EXERCISE INSTRUCTIONS:
In the entries that follow, the line with "ring mcp: (618, 694)" opens the range and the line with "wrist: (1131, 975)" closes it; repeat that range exactly, both lines included.
-----
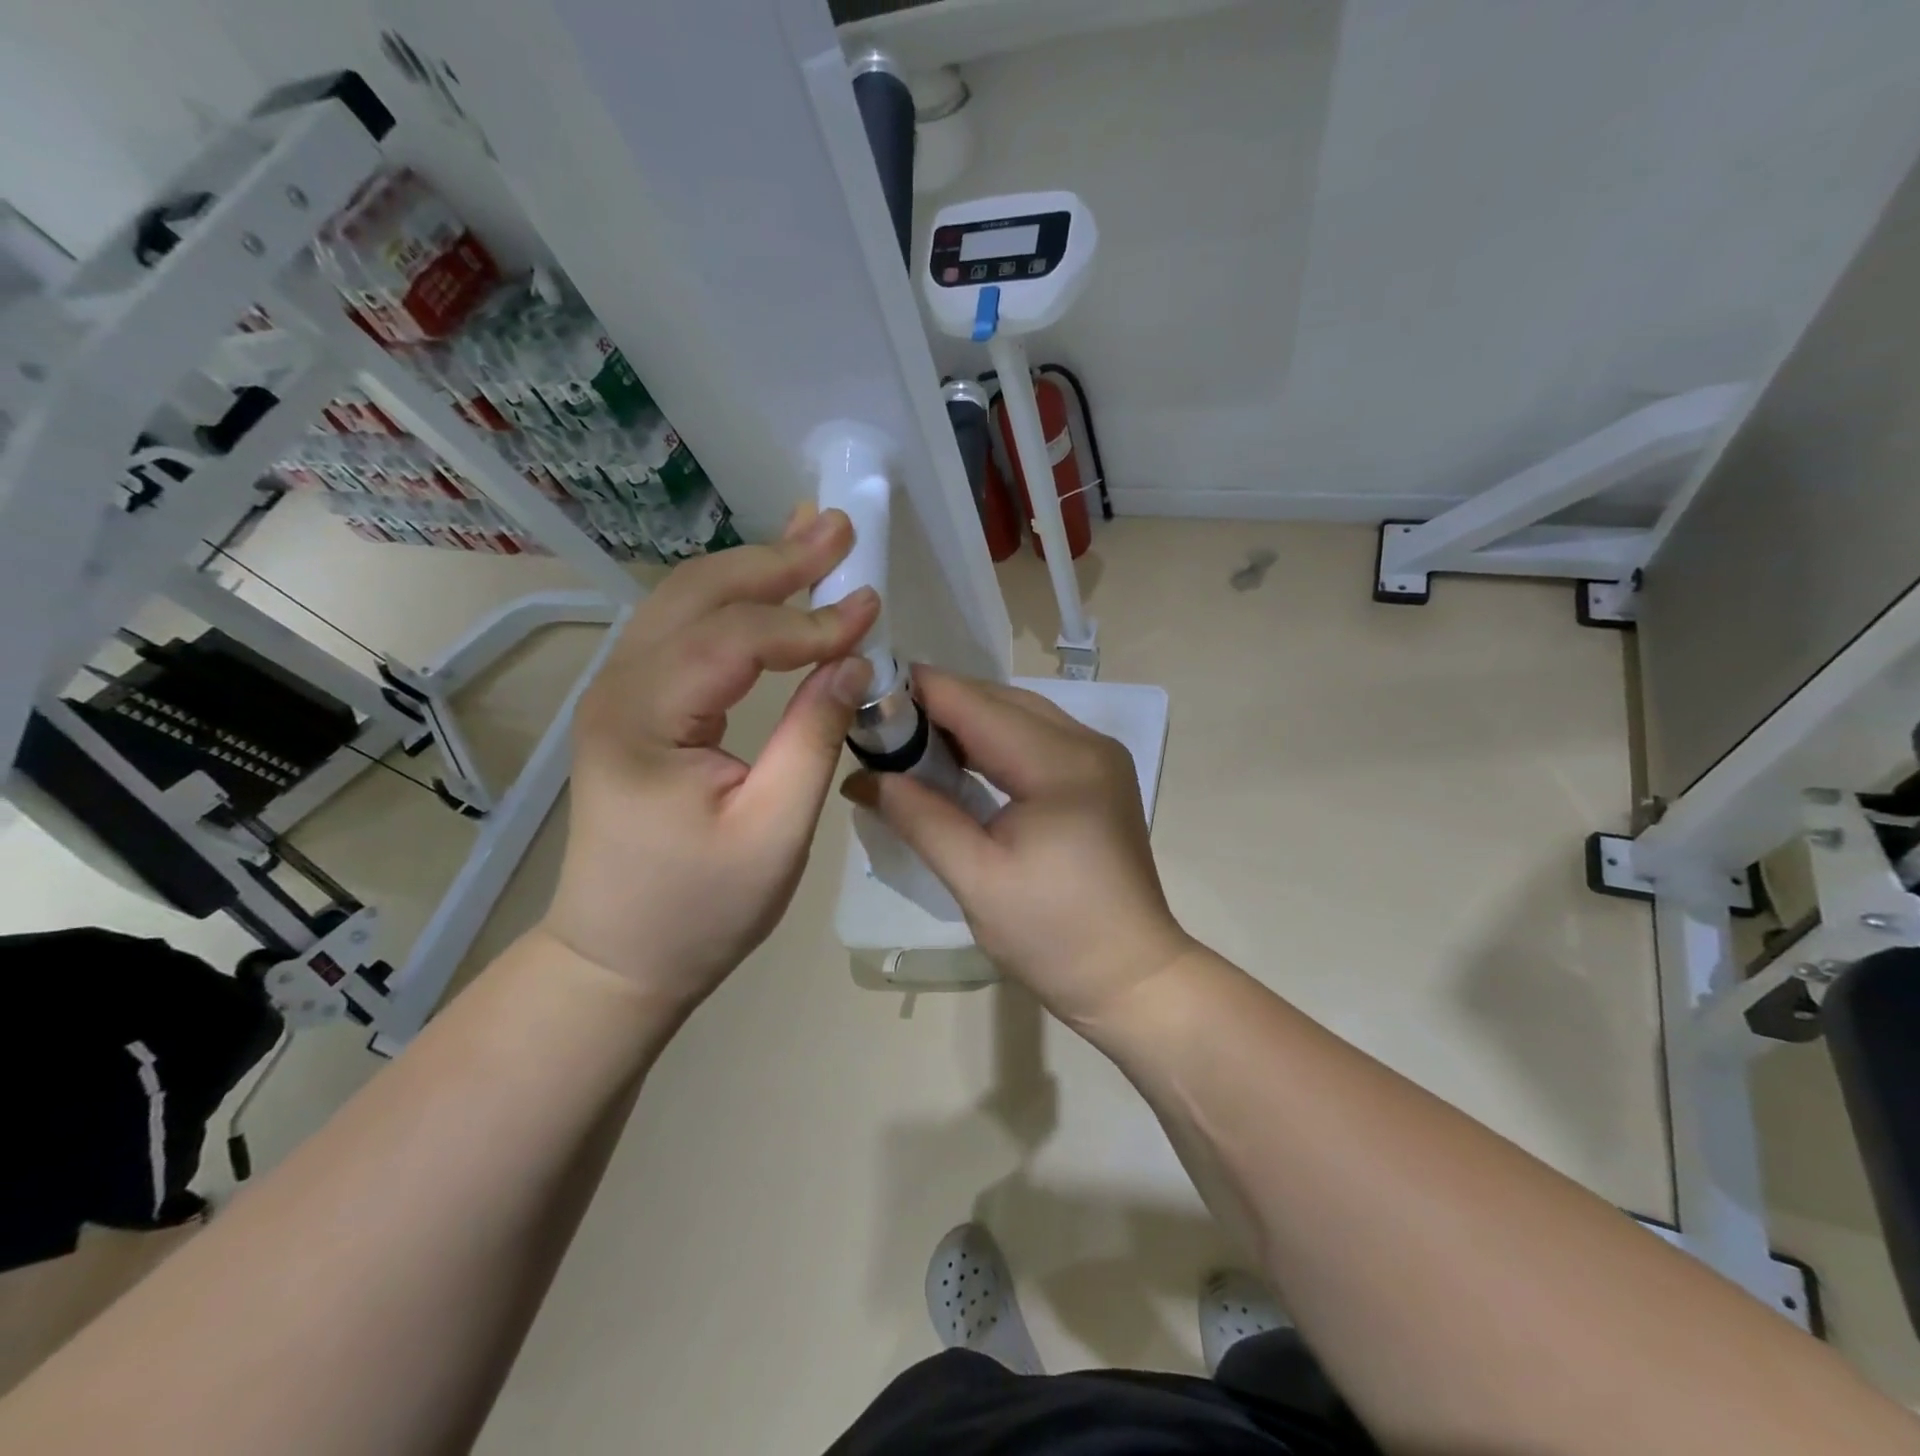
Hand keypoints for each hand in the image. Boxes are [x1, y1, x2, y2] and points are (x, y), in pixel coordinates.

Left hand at [543, 507, 878, 1006]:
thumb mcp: (775, 831)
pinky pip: (684, 633)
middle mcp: (618, 689)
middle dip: (775, 561)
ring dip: (753, 570)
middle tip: (838, 529)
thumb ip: (815, 736)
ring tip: (811, 541)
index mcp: (644, 720)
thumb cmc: (700, 910)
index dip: (809, 621)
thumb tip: (854, 662)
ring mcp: (618, 694)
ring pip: (686, 603)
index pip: (736, 640)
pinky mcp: (633, 706)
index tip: (872, 609)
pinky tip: (768, 588)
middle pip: (699, 596)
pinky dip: (733, 603)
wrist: (619, 958)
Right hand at [841, 669, 1192, 1027]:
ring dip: (965, 721)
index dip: (920, 691)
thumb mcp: (976, 879)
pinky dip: (992, 741)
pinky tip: (958, 761)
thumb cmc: (1054, 936)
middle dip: (939, 705)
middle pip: (999, 700)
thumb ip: (920, 818)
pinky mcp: (1097, 776)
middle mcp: (1086, 743)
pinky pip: (1034, 738)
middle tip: (880, 726)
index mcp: (1060, 764)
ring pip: (1018, 715)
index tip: (865, 691)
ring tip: (908, 742)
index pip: (976, 704)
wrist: (1131, 975)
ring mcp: (1098, 757)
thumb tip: (863, 778)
-----
RESULT OF THIS TASK:
ring mcp: (618, 694)
ring pip: (686, 603)
index pip: (736, 640)
pinky mcp: (633, 706)
index tip: (872, 609)
pinky tip: (768, 588)
middle pip: (699, 596)
pinky dip: (733, 603)
wrist: (619, 958)
Right hand at [841, 669, 1192, 1027]:
ring dip: (965, 721)
index dip: (920, 691)
thumb mcp: (976, 879)
pinky dip: (992, 741)
pinky tip: (958, 761)
thumb cmc: (1054, 936)
middle dip: (939, 705)
middle pip: (999, 700)
thumb ip: (920, 818)
pinky mcp: (1097, 776)
middle mcp: (1086, 743)
pinky pip: (1034, 738)
middle tip: (880, 726)
index mcp: (1060, 764)
ring pip: (1018, 715)
index tip: (865, 691)
ring tip: (908, 742)
index pip: (976, 704)
wrist: (1131, 975)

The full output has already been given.